Top of Extracted data
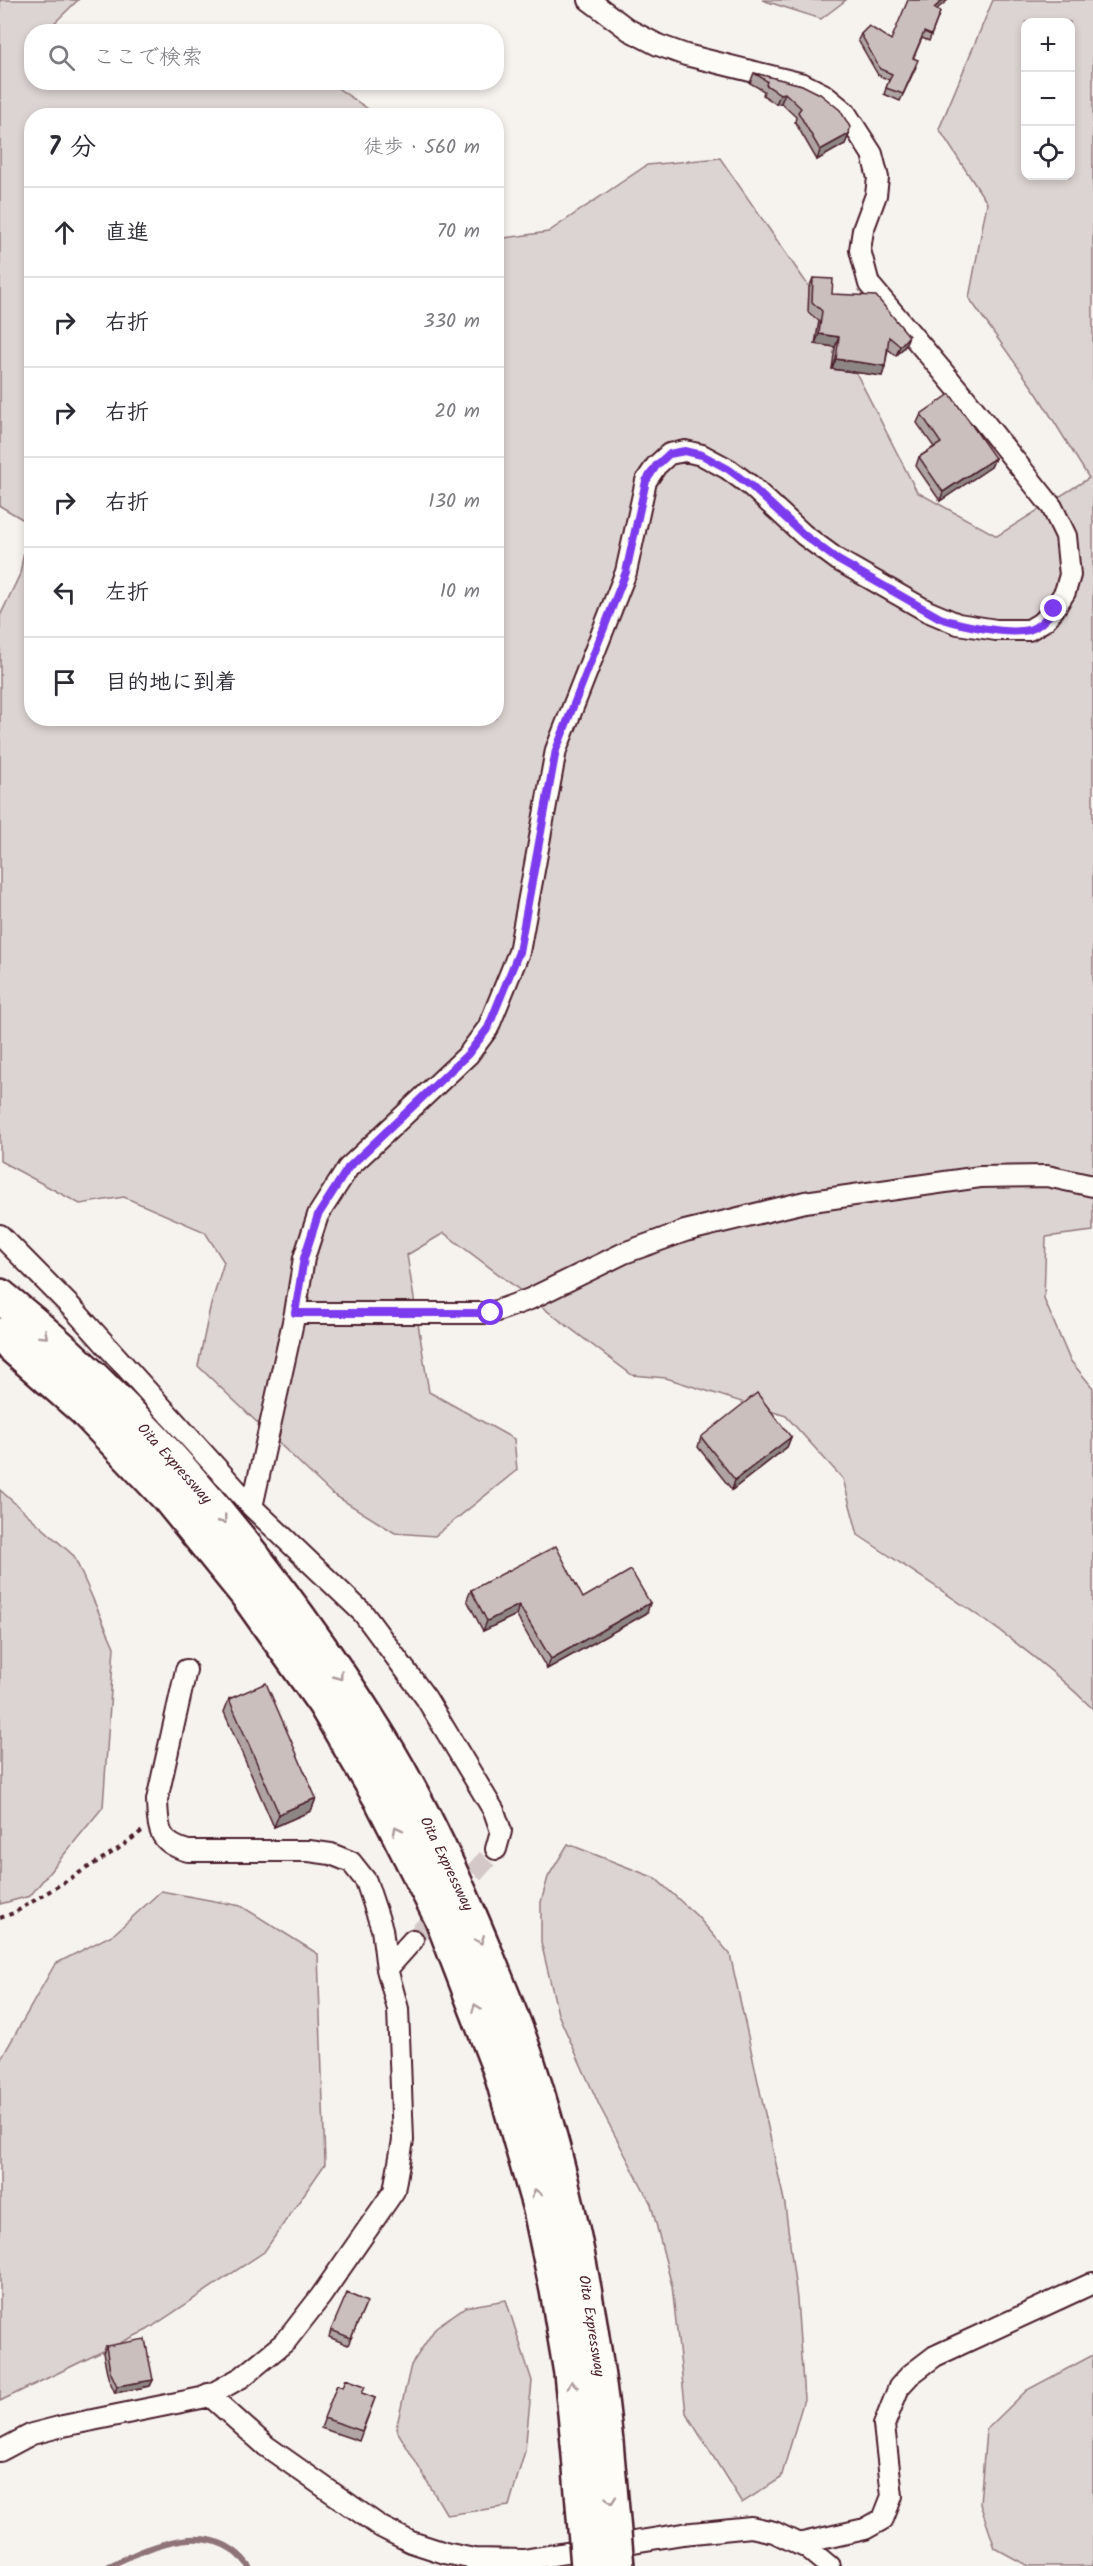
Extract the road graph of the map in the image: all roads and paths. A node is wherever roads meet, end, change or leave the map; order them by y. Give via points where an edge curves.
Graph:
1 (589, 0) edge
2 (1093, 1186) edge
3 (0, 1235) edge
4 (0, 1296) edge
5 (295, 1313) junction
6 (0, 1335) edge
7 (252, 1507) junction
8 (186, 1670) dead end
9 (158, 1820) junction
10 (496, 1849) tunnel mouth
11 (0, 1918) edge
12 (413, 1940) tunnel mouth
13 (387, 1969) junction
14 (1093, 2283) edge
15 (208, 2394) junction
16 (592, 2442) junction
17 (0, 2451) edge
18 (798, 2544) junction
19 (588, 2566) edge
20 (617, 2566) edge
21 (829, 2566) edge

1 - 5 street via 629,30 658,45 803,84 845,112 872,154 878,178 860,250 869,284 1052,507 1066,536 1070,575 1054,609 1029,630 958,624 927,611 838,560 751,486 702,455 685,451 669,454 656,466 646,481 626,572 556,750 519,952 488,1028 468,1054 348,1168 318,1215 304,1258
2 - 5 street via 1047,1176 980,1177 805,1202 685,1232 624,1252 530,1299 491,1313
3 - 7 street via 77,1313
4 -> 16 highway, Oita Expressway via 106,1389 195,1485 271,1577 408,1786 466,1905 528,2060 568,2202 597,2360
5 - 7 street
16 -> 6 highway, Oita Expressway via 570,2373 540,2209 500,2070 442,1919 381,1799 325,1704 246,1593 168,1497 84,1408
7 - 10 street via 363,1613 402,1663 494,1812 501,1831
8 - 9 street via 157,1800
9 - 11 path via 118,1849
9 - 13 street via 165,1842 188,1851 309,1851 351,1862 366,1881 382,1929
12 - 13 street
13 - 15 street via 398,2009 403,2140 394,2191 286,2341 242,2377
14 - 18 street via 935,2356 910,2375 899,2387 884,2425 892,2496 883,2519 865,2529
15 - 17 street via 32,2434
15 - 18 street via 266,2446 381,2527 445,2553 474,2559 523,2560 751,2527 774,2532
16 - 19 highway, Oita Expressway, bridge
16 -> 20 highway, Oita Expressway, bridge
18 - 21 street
Bottom of Extracted data
Top of Extracted data
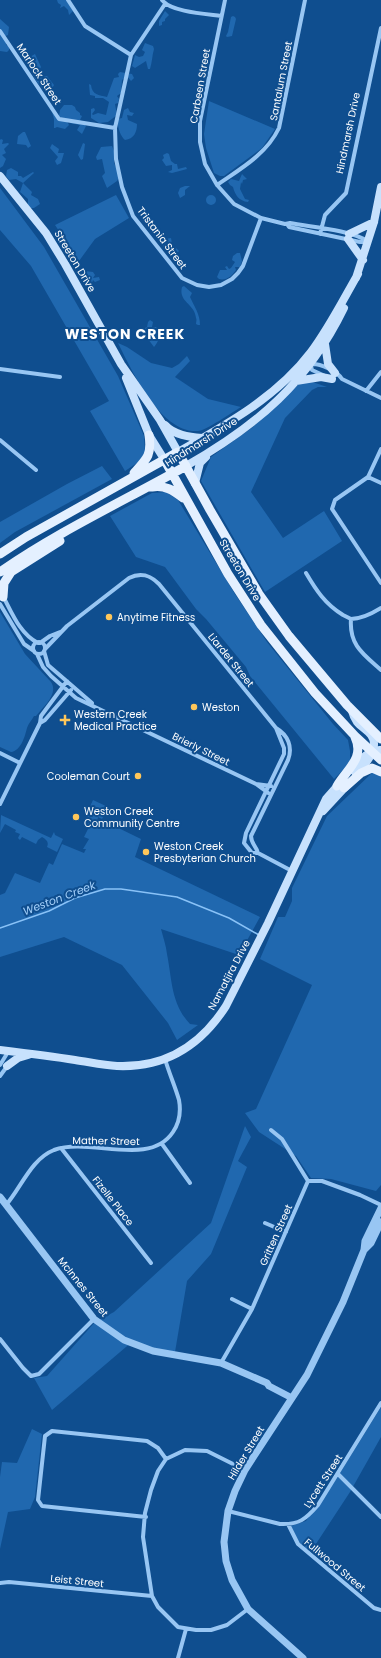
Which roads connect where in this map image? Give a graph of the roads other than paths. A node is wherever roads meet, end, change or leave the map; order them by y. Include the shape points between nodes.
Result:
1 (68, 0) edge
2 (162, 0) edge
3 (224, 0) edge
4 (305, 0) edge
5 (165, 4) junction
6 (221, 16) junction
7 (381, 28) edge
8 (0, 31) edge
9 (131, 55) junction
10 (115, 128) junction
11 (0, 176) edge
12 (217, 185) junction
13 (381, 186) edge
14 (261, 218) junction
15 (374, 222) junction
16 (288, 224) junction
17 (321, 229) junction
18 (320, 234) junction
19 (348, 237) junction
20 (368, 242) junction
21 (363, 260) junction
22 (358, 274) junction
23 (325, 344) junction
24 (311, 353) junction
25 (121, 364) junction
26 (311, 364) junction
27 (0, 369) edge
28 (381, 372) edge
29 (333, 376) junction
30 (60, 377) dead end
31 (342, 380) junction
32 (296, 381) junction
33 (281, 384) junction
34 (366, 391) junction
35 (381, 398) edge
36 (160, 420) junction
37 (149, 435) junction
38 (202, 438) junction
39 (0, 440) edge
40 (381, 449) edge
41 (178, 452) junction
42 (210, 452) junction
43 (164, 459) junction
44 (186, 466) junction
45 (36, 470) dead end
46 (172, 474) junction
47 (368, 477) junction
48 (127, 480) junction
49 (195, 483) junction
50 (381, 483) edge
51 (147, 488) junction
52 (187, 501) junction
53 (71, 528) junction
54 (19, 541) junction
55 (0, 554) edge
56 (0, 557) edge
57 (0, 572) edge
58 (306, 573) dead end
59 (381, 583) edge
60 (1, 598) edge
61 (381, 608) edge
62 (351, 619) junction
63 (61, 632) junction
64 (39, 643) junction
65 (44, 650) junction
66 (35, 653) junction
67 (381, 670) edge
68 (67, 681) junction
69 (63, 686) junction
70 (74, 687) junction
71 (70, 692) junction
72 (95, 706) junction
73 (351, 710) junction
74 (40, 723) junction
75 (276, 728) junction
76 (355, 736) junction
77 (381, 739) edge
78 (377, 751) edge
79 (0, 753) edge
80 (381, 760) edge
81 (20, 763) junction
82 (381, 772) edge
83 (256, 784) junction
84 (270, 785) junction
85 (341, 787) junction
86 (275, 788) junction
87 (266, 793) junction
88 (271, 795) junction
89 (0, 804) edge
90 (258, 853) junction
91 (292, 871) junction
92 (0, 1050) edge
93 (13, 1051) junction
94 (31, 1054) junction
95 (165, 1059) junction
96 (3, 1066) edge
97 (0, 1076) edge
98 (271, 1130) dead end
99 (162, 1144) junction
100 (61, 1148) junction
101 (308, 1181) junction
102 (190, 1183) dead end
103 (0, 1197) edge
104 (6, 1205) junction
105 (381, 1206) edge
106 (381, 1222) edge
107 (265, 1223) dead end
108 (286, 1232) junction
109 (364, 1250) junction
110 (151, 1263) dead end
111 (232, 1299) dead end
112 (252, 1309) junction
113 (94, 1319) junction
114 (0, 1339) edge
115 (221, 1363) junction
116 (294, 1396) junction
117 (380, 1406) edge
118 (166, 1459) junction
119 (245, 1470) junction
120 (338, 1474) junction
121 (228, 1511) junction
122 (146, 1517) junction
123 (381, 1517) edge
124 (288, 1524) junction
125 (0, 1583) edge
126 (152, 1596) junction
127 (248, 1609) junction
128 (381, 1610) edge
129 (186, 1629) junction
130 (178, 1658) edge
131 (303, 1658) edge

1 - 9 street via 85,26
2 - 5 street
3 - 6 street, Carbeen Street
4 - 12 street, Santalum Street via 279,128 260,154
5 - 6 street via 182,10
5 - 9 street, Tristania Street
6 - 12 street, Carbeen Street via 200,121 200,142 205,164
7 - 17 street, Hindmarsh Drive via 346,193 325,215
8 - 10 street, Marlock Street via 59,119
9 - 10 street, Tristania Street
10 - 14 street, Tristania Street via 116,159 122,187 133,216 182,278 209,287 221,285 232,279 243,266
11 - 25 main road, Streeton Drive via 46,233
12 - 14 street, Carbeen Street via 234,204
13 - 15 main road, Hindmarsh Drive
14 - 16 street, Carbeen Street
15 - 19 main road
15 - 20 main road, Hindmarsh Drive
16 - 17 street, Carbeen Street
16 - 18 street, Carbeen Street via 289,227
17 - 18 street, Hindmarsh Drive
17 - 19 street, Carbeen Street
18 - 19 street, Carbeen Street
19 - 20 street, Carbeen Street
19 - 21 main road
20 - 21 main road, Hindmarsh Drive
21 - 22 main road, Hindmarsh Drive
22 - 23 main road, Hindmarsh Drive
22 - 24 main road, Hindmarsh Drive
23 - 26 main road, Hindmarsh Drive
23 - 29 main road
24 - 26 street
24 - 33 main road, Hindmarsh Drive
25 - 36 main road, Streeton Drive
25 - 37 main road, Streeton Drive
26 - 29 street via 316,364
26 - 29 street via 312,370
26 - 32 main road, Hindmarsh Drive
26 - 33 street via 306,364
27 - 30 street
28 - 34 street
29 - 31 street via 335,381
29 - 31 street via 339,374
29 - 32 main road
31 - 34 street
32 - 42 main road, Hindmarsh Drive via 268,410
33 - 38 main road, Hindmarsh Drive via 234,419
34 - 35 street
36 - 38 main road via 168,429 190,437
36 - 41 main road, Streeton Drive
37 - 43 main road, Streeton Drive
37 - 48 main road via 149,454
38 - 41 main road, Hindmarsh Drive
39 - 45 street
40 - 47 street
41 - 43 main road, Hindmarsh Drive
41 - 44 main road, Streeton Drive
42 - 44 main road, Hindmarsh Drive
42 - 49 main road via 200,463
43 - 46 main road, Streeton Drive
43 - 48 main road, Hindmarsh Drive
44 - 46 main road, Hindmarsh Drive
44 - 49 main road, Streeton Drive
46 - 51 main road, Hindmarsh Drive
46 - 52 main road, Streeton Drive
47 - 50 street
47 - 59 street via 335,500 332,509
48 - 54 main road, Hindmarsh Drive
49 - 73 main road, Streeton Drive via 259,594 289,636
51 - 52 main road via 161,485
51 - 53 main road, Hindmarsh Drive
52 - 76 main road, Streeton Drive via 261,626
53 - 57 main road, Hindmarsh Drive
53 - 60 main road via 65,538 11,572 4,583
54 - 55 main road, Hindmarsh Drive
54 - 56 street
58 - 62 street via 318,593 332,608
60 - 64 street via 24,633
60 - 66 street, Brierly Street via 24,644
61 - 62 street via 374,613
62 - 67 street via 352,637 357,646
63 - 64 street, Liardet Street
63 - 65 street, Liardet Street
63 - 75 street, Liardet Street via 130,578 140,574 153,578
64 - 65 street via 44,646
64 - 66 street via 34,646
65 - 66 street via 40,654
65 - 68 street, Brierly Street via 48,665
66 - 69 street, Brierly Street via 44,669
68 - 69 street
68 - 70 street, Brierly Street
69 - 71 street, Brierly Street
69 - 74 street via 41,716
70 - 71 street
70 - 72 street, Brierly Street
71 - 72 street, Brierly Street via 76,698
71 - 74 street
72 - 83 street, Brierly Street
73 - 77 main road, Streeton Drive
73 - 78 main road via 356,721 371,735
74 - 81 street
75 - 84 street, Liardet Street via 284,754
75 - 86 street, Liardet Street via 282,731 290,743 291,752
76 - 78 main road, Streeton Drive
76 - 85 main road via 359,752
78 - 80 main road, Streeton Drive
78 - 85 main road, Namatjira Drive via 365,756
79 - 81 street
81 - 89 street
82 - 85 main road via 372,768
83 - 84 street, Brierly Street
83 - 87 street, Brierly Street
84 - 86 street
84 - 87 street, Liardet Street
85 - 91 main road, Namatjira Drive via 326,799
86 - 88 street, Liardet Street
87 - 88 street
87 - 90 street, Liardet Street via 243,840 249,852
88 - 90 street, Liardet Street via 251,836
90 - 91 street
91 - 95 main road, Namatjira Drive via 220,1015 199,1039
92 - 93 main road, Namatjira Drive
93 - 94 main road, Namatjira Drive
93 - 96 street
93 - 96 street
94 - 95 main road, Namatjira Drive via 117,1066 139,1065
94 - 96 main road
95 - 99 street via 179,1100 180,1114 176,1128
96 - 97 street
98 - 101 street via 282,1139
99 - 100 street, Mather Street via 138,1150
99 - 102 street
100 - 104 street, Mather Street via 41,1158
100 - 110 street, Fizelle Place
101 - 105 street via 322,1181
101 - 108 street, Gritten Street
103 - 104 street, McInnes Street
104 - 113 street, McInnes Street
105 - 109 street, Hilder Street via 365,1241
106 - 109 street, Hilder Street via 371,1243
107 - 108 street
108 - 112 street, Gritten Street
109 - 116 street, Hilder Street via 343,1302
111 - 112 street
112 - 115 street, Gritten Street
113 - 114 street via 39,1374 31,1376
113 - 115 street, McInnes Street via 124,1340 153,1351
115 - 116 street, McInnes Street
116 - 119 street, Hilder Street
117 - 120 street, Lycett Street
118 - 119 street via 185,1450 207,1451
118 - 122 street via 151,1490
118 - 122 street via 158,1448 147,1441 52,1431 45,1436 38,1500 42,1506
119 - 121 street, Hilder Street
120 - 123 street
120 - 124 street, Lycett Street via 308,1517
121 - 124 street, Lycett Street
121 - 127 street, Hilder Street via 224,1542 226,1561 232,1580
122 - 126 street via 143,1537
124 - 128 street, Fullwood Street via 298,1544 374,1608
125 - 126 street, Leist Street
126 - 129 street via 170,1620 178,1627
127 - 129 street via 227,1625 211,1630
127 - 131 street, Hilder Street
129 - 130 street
Bottom of Extracted data
> What the exercise asks:
This exercise requires the number of lines in the entries holding the word "tunnel", written alone.

> Task result:
2